1 Timóteo 1:16 Mas, por esta mesma razão, me foi concedida misericórdia, para que, em mim, o principal, evidenciasse Jesus Cristo a sua completa longanimidade, e servisse eu de modelo a quantos hão de crer nele para a vida eterna
De modo semelhante, João Batista foi predestinado a ser cheio do Espírito de Deus e a exercer o ministério profético. Mesmo que, em algum período de sua vida (infância, adolescência, juventude), João Batista tivesse desejado uma vida completamente diferente (profissão, casamento, filhos, projetos pessoais etc.), os planos de Deus não seriam frustrados. Com seu grande poder e sua imensa sabedoria, o Senhor conduz os pecadores para o cumprimento do querer divino e, assim, a vida dele concorreria para o cumprimento da Palavra divina proferida pelo anjo a Zacarias, porque Deus o havia predestinado. Deus não anularia as vontades de João Batista, mas faria com que esta vontade se submetesse ao querer divino, à semelhança de alguém que é convencido a fazer algo que não gostaria.
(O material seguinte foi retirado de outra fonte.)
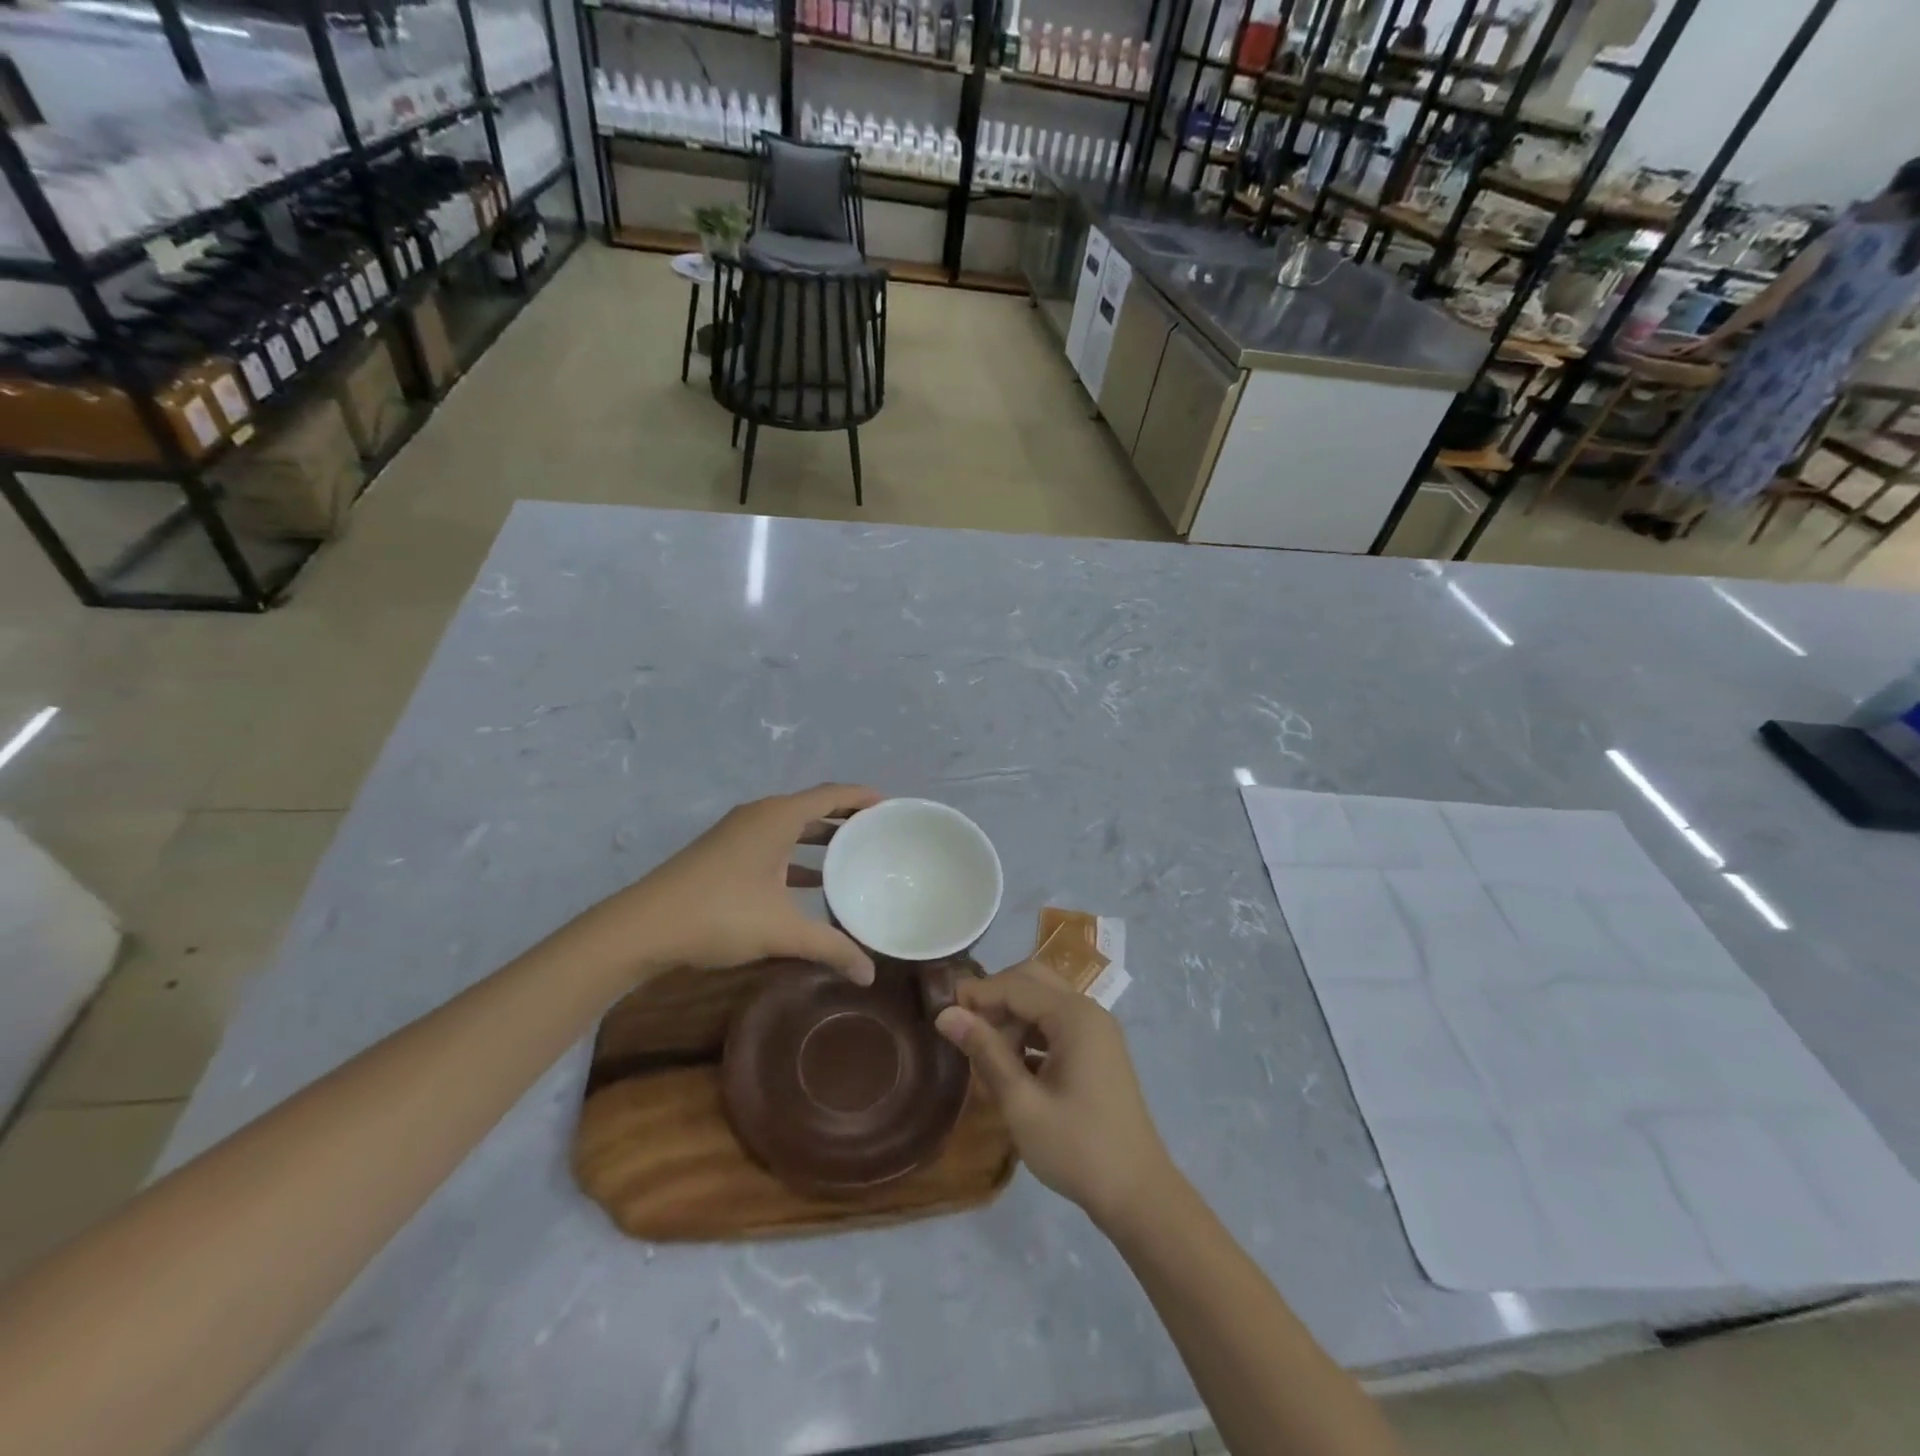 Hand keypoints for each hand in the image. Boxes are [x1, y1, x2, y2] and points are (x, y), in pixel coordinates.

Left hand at [584, 784, 882, 984]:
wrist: (643, 927)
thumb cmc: (720, 914)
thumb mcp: (782, 931)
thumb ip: (831, 948)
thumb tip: (870, 975)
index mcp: (777, 818)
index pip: (832, 794)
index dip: (863, 797)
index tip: (892, 807)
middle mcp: (759, 816)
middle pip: (813, 807)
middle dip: (846, 818)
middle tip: (880, 835)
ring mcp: (738, 834)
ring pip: (791, 827)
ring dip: (821, 838)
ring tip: (854, 856)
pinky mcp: (724, 854)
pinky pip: (774, 843)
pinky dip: (797, 856)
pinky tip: (811, 883)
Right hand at [935, 961, 1171, 1227]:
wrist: (1138, 1194)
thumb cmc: (1077, 1149)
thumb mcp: (1022, 1103)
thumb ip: (985, 1052)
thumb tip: (946, 1014)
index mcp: (1074, 1016)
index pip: (1015, 985)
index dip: (976, 994)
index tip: (941, 1013)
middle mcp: (1088, 1011)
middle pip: (1032, 982)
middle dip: (995, 999)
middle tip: (963, 1028)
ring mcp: (1096, 1031)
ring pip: (1043, 1002)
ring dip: (1011, 1018)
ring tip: (983, 1055)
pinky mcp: (1097, 1051)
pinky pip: (1056, 1025)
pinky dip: (1030, 1035)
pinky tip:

Paulo aplica a predestinação aos cristãos da igreja de Éfeso. Conforme o apóstolo, Deus destinou os eleitos a receberem a graça divina da eterna salvação, muito antes de seu nascimento, antes mesmo da fundação do mundo. Ou seja, antes de criar o mundo, Deus planejou salvar aqueles pecadores que viviam em Éfeso, por meio do plano redentor a ser cumprido através de Seu Filho Jesus Cristo. E, no devido tempo, tudo se cumpriu, inclusive o chamado de cada pecador por meio do anuncio da Palavra de Deus e do operar do Espírito Santo no coração. E assim, como Moisés e Jonas não foram capazes de resistir à vontade de Deus, também aqueles que são atraídos a Cristo pelo Espirito Santo não podem resistir ao querer do Senhor:
Efésios 1:3-6 Bendito o Deus e Pai de nosso Senhor Jesus Cristo, que nos tem abençoado com toda sorte de bênção espiritual nas regiões celestiais em Cristo, 4 assim como nos escolheu, nele, antes da fundação do mundo, para sermos santos e irrepreensíveis perante ele; e em amor 5 nos predestinou para ele, para a adoção de filhos, por meio de Jesus Cristo, segundo o beneplácito de sua vontade, 6 para louvor da glória de sua graça, que ele nos concedeu gratuitamente no Amado
Portanto, o ensino dessa doutrina visa confortar o coração de todo cristão, na certeza de que Deus tem planos e ninguém pode frustrá-los. Nossas vidas não são obras do acaso e nossas jornadas não são uma estrada sem direção. Deus é a causa e o propósito de nossas vidas que devem glorificar o Filho de Deus. E tendo em vista o amor divino por seus filhos, tudo cooperará para o bem daqueles que são agraciados com a justiça do Justo e Justificador, Cristo Jesus. Sendo assim, devemos descansar o coração no Senhor e em sua vontade na certeza de que os planos de Deus são santos, justos, puros, bons, agradáveis e perfeitos. E mesmo que lutas e tribulações sejam reservadas para nossa jornada, a certeza da recompensa eterna deve confortar nosso coração para que sejamos firmes até o fim, perseverando em fazer a vontade preceptiva de Deus, enquanto confiamos na vontade decretiva do Senhor.